Return the full listing unchanged, apart from leaving out its images.
╭──
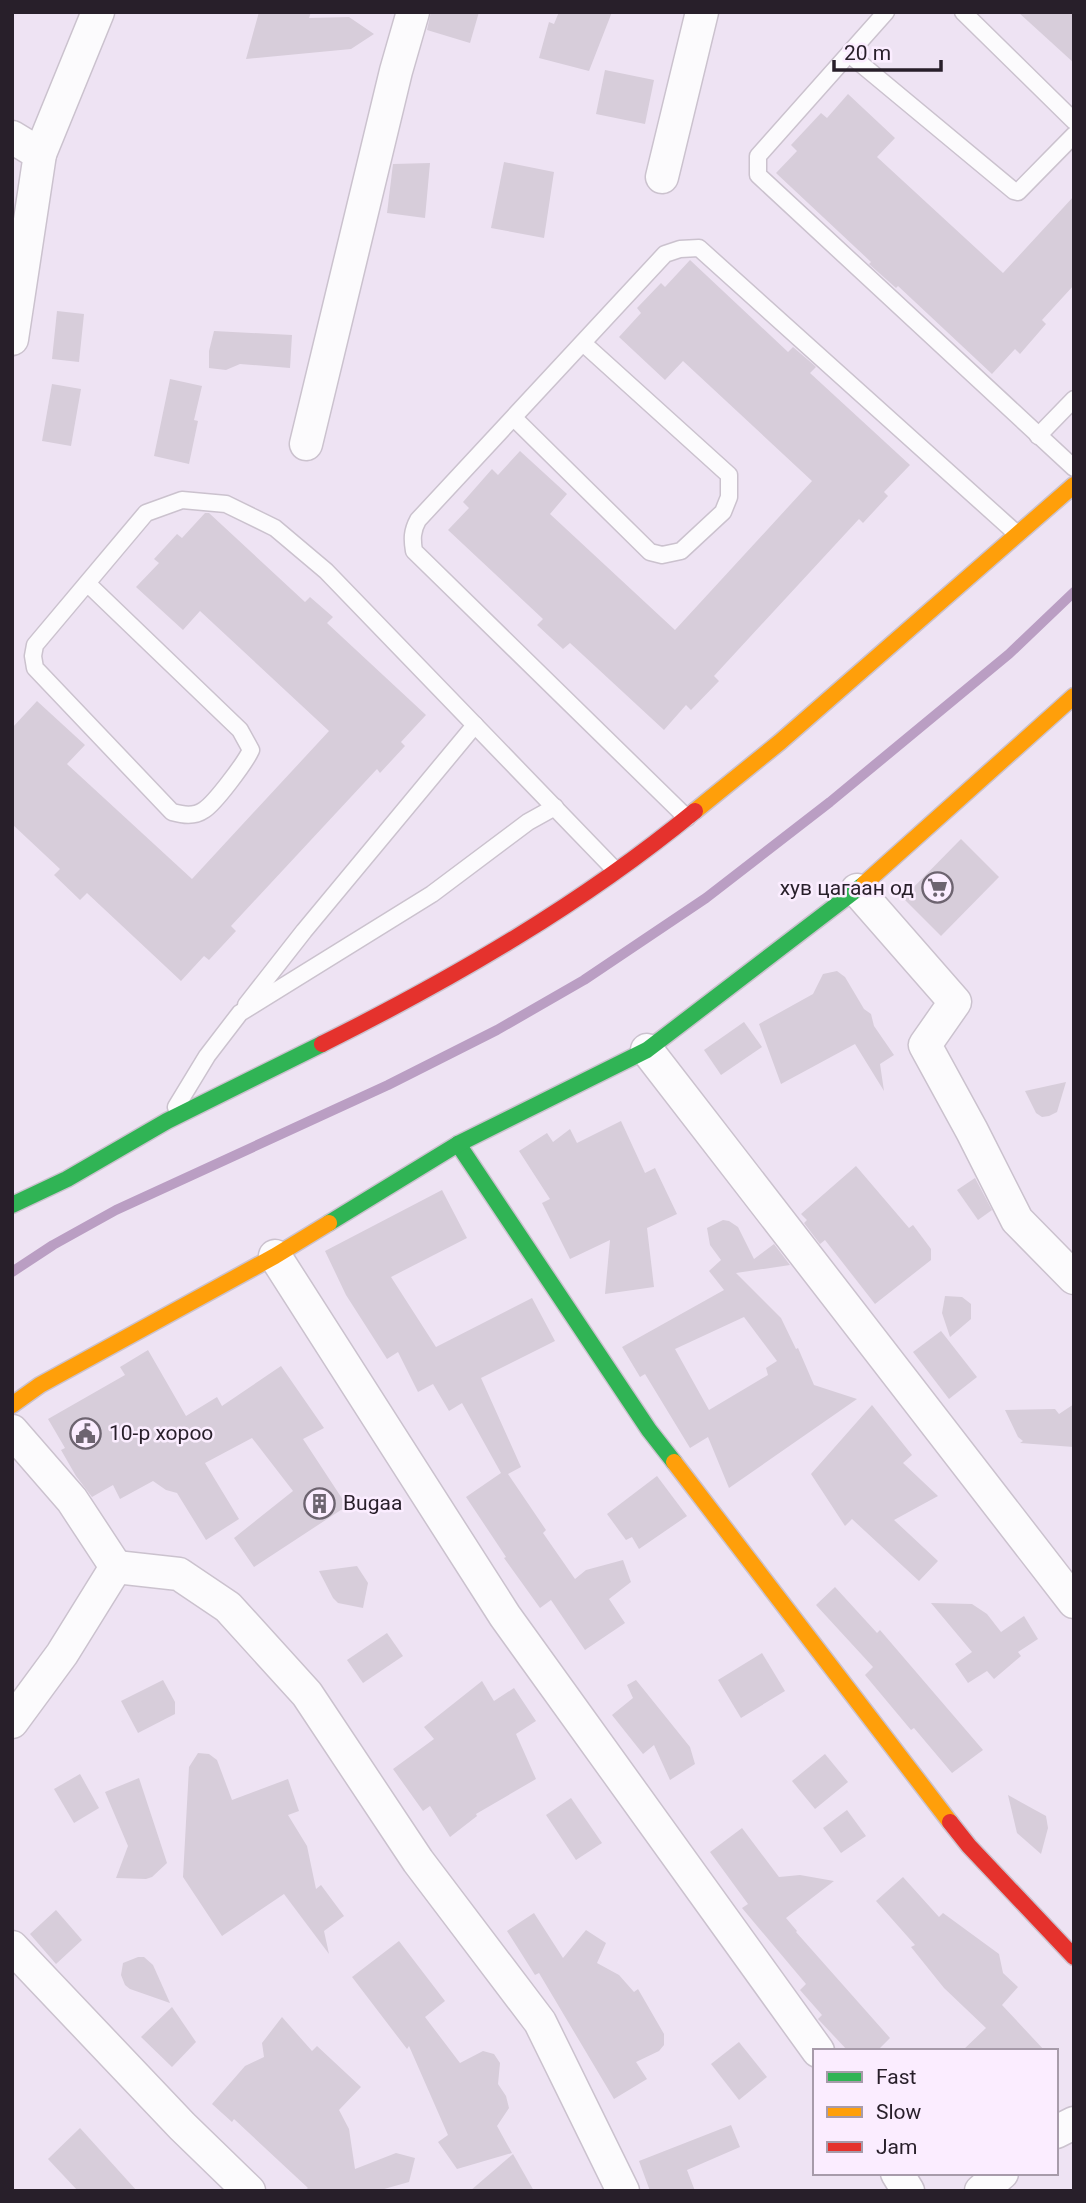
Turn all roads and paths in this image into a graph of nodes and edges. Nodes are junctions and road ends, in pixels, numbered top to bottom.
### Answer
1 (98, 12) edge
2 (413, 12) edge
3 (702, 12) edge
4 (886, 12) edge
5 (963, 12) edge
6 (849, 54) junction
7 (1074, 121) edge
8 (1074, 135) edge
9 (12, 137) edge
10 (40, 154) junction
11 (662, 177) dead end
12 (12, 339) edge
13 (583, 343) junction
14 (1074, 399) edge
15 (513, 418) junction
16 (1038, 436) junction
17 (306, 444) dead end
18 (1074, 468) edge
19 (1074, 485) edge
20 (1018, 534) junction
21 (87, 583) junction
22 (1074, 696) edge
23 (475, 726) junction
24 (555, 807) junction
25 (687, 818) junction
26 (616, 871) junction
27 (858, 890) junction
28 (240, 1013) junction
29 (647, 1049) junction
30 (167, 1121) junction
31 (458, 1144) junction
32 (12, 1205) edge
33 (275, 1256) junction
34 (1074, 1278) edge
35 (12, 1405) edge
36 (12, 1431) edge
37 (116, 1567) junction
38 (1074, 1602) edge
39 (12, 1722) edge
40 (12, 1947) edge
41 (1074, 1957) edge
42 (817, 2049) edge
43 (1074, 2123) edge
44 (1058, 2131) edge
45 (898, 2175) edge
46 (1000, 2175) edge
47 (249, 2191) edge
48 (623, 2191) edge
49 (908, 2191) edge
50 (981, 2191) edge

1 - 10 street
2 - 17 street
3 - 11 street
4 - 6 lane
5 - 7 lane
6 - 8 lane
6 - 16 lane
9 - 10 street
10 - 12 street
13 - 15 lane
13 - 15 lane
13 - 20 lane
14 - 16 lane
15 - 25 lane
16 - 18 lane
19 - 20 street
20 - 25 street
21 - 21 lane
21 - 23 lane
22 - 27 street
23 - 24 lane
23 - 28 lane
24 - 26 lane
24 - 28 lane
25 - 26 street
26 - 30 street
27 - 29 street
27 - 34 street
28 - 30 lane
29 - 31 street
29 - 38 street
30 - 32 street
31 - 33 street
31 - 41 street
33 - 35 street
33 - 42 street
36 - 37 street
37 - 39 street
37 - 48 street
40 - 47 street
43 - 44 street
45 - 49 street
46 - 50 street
╰──
#### [Solution to this exercise]
Turn all roads and paths in this image into a graph of nodes and edges. Nodes are junctions and road ends, in pixels, numbered top to bottom.
### Answer
1 (98, 12) edge
2 (413, 12) edge
3 (702, 12) edge
4 (886, 12) edge
5 (963, 12) edge
6 (849, 54) junction
7 (1074, 121) edge
8 (1074, 135) edge
9 (12, 137) edge
10 (40, 154) junction
11 (662, 177) dead end
12 (12, 339) edge
13 (583, 343) junction
14 (1074, 399) edge
15 (513, 418) junction
16 (1038, 436) junction
17 (306, 444) dead end
18 (1074, 468) edge
19 (1074, 485) edge
20 (1018, 534) junction
21 (87, 583) junction
22 (1074, 696) edge
23 (475, 726) junction
24 (555, 807) junction
25 (687, 818) junction
26 (616, 871) junction
27 (858, 890) junction
28 (240, 1013) junction
29 (647, 1049) junction
30 (167, 1121) junction
31 (458, 1144) junction
32 (12, 1205) edge
33 (275, 1256) junction
34 (1074, 1278) edge
35 (12, 1405) edge
36 (12, 1431) edge
37 (116, 1567) junction
38 (1074, 1602) edge
39 (12, 1722) edge
40 (12, 1947) edge
41 (1074, 1957) edge
42 (817, 2049) edge
43 (1074, 2123) edge
44 (1058, 2131) edge
45 (898, 2175) edge
46 (1000, 2175) edge
47 (249, 2191) edge
48 (623, 2191) edge
49 (908, 2191) edge
50 (981, 2191) edge

1 - 10 street
2 - 17 street
3 - 11 street
4 - 6 lane
5 - 7 lane
6 - 8 lane
6 - 16 lane
9 - 10 street
10 - 12 street
13 - 15 lane
13 - 15 lane
13 - 20 lane
14 - 16 lane
15 - 25 lane
16 - 18 lane
19 - 20 street
20 - 25 street
21 - 21 lane
21 - 23 lane
22 - 27 street
23 - 24 lane
23 - 28 lane
24 - 26 lane
24 - 28 lane
25 - 26 street
26 - 30 street
27 - 29 street
27 - 34 street
28 - 30 lane
29 - 31 street
29 - 38 street
30 - 32 street
31 - 33 street
31 - 41 street
33 - 35 street
33 - 42 street
36 - 37 street
37 - 39 street
37 - 48 street
40 - 47 street
43 - 44 street
45 - 49 street
46 - 50 street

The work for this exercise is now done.